These are uncertain times. Times when financial models have been exposed as wildly inaccurate and missing crucial elements that can tip the scales of financial stability from solvency to utter ruin. In trying to develop accurate financial models, we are crippled by what we do not know and what we haven't accounted for.
But what if we knew the future? What if we knew world financial trends before they occurred and could adjust our investments accordingly?
In comics, we frequently do. We think. The problem in comic books is not knowing the future. It's knowing too much about the future. In fact so much is known about the future and its possible iterations that investors will likely be more confused about what to do than if they only knew about the present.
Let's take one of the X-Men for example. Warren Worthington has been to the future before. He knows what will happen in the next 20-30 years. Maybe...
You see, Warren and his X-Men have been around the block enough times to know that the futures that they have been to may or may not occur. It's possible that in 20-30 years all the heroes may be dead or underground and the Red Skull may be running the United States. In which case Warren should now start investing in Nazi-themed furniture and vehicles. He should also invest in an admantium bodysuit to protect him from brainwashed colleagues so he could recoup his investments. However, its also possible that the future may be one where all continents except North America have been decimated (thank you very much Bishop). In this case Warren should spend money investing in bunkers and guns that can be easily used by sentient roach soldiers. So with this knowledge Warren should likely try to hedge his bets while avoiding the dozens of futures where he is incinerated by Sentinels.

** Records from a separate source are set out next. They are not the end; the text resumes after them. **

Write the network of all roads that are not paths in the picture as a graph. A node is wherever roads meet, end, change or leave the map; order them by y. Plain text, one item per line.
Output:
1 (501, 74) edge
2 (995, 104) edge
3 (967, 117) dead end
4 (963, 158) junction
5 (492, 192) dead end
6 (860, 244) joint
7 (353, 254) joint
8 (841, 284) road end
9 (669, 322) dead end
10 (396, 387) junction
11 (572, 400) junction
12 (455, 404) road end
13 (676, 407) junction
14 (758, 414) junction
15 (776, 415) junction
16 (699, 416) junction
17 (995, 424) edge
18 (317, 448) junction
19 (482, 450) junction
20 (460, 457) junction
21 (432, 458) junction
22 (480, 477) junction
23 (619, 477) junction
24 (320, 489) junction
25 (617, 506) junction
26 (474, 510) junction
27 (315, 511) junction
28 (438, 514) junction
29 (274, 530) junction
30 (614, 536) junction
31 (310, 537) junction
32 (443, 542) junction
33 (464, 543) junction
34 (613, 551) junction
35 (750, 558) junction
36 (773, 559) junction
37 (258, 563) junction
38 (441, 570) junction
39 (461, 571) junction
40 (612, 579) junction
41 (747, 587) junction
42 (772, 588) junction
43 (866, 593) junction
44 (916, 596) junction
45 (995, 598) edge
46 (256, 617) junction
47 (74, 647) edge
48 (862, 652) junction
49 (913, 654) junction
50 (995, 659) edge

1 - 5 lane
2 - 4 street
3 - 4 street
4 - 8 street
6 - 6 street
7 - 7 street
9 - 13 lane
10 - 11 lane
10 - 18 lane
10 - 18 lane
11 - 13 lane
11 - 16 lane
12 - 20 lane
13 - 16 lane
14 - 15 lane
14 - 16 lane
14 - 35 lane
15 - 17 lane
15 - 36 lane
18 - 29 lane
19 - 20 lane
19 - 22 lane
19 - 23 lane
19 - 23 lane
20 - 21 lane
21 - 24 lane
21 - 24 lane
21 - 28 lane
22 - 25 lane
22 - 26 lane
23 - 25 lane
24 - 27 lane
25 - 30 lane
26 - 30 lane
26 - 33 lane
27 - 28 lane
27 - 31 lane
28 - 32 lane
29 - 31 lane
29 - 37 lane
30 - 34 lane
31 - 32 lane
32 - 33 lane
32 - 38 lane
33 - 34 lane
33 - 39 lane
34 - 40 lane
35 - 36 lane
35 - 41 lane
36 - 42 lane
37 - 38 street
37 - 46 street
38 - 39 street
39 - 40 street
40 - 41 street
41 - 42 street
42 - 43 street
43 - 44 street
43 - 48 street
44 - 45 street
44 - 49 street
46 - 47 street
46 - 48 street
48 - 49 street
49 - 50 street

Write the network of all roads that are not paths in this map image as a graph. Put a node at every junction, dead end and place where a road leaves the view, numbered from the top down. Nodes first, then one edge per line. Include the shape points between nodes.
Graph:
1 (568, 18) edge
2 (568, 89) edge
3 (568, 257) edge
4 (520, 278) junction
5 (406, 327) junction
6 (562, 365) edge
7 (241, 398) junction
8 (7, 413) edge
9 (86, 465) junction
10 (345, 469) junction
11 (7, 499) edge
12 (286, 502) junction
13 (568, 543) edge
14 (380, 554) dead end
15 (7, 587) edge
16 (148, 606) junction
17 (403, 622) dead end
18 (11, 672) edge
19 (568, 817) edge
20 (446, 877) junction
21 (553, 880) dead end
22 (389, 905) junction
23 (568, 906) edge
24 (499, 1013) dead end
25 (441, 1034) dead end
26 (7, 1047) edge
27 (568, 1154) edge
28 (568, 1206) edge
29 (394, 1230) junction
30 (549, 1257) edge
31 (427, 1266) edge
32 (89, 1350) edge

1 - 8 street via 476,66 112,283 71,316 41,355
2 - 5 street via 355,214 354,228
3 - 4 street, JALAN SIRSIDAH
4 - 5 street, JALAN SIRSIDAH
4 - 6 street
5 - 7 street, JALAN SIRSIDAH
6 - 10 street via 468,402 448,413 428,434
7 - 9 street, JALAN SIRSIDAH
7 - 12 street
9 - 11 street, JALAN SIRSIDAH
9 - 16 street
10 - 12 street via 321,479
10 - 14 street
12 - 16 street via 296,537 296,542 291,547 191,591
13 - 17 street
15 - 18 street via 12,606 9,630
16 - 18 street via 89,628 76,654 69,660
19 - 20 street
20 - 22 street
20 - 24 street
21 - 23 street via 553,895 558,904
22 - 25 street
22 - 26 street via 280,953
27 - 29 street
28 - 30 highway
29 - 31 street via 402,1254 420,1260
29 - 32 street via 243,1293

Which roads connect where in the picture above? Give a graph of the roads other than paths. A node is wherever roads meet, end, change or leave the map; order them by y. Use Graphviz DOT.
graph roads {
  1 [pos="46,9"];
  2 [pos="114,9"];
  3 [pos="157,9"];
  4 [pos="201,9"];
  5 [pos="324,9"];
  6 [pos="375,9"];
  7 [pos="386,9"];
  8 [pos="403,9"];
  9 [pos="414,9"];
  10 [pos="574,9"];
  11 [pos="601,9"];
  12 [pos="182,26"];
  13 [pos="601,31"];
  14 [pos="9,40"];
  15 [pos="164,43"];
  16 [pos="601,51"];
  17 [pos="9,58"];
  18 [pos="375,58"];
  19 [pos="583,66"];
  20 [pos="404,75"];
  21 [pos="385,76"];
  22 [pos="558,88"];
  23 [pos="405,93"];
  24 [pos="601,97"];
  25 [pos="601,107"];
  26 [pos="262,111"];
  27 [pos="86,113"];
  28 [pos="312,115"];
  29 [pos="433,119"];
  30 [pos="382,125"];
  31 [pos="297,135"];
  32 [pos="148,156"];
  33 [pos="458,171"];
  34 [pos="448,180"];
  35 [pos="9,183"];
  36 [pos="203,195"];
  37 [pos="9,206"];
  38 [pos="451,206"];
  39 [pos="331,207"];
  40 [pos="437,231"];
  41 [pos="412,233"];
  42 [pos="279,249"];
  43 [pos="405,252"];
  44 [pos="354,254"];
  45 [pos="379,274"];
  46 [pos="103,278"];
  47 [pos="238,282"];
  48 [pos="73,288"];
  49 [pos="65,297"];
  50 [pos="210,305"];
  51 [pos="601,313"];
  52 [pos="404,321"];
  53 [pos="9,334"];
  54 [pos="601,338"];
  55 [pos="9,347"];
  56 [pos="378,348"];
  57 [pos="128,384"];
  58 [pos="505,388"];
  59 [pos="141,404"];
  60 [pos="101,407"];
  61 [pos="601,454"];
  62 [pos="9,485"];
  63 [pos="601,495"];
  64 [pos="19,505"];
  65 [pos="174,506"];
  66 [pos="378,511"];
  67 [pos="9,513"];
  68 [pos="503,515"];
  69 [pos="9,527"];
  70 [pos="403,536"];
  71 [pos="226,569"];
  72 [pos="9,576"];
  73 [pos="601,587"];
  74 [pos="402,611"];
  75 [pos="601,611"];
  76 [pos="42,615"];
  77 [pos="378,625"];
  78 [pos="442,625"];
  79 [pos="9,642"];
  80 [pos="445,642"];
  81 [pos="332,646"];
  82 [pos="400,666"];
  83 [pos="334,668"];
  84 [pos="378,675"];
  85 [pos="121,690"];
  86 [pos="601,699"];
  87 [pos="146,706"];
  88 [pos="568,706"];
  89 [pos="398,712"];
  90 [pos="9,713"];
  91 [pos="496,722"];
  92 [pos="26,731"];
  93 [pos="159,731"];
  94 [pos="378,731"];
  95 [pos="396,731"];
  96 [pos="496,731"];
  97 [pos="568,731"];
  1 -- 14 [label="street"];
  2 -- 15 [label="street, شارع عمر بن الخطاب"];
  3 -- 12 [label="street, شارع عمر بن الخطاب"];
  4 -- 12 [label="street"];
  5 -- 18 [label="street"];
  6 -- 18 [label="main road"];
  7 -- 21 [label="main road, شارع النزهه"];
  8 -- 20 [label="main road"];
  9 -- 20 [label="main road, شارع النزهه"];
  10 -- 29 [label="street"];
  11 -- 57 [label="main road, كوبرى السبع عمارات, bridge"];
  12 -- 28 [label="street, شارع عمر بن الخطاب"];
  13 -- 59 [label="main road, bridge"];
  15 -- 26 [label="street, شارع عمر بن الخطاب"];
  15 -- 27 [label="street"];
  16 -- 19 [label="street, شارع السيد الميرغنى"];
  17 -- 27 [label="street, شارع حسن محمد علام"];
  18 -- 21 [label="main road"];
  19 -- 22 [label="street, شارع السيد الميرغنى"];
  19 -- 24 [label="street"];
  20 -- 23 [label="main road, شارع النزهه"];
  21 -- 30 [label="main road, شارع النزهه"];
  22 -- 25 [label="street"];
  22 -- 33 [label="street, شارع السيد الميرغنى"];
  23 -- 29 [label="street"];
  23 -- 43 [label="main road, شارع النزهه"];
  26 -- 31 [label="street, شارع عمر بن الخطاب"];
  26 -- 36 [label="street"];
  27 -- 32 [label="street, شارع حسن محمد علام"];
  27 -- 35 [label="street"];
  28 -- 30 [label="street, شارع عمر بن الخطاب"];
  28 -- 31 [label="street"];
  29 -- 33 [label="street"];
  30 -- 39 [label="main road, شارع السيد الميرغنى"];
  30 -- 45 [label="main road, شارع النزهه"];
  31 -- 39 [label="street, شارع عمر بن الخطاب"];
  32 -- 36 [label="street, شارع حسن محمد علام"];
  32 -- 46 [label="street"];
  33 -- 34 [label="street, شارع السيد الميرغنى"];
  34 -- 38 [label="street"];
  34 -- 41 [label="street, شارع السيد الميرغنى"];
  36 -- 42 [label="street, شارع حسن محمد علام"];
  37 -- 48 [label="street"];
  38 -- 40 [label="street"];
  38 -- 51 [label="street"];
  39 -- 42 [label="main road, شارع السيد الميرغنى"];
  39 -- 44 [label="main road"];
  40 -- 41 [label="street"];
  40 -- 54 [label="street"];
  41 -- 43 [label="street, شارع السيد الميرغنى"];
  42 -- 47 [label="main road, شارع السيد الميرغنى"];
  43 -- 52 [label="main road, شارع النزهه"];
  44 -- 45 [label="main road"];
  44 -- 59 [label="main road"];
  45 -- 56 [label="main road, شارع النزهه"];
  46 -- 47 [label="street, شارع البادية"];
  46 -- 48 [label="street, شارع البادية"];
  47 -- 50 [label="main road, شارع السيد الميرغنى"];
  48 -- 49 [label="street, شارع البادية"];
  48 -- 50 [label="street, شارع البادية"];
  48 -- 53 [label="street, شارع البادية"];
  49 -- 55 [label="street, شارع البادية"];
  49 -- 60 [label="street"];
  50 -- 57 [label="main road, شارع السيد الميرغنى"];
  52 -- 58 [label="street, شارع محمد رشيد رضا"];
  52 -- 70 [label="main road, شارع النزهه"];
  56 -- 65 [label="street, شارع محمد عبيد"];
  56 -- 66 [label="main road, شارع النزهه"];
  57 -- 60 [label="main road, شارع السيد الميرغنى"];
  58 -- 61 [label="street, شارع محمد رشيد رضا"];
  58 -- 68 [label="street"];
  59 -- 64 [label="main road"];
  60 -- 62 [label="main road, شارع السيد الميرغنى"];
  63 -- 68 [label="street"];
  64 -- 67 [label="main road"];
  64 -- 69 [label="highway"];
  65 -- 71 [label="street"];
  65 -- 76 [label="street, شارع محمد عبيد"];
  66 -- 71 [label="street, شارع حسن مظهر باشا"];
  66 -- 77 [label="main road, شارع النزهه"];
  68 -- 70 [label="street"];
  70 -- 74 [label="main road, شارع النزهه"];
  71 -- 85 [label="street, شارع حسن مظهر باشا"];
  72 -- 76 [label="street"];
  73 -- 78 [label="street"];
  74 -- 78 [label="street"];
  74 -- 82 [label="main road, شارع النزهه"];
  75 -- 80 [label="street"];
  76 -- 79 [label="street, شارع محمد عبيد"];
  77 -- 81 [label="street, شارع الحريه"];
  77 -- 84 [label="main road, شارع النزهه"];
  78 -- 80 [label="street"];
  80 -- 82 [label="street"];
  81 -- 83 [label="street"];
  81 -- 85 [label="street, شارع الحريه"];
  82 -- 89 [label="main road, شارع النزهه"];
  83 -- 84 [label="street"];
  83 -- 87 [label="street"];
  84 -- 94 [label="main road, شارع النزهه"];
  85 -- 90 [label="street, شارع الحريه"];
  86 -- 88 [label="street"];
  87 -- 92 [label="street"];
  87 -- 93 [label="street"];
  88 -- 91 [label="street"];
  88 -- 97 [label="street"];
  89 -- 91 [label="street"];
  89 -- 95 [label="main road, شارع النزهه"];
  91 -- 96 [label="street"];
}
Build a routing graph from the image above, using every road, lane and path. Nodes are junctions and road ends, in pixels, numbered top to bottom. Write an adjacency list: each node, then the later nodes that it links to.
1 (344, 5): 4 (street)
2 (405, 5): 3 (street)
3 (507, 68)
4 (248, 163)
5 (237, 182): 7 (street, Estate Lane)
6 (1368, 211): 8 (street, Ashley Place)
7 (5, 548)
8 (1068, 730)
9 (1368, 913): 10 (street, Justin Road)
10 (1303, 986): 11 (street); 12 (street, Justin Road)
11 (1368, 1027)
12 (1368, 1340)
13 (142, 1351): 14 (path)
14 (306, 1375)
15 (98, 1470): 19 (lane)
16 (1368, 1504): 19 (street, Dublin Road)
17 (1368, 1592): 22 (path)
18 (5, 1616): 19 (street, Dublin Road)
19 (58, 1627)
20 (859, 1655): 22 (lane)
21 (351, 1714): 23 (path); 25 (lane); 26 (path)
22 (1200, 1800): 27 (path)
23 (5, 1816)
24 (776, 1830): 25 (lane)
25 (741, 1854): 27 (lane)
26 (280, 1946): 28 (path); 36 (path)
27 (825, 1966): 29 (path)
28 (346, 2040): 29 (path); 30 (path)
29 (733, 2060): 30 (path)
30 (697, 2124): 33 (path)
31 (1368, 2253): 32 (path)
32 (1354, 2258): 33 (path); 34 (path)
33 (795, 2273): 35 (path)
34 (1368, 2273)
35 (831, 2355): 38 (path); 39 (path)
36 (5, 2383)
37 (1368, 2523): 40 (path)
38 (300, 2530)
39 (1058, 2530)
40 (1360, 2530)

So while its been established that comic book characters do know the future, it's clear that the future is highly variable. In one incarnation you're dead, in another you're a cyborg leading a rebellion with your daughter Ruby while watching Multiple Man engage in a quasi-pedophilic relationship with a girl who "knows things" (I don't want to think about the implications of that comment). There's no certainty, but at least you know some possible outcomes that you can plan and predict for.
But the level of uncertainly still exists. Bruce Wayne needs to think about whether he will be living in the future where Superman is a tool of the U.S. government or where Superman is farming in radioactive Kansas. These kinds of things really affect a portfolio.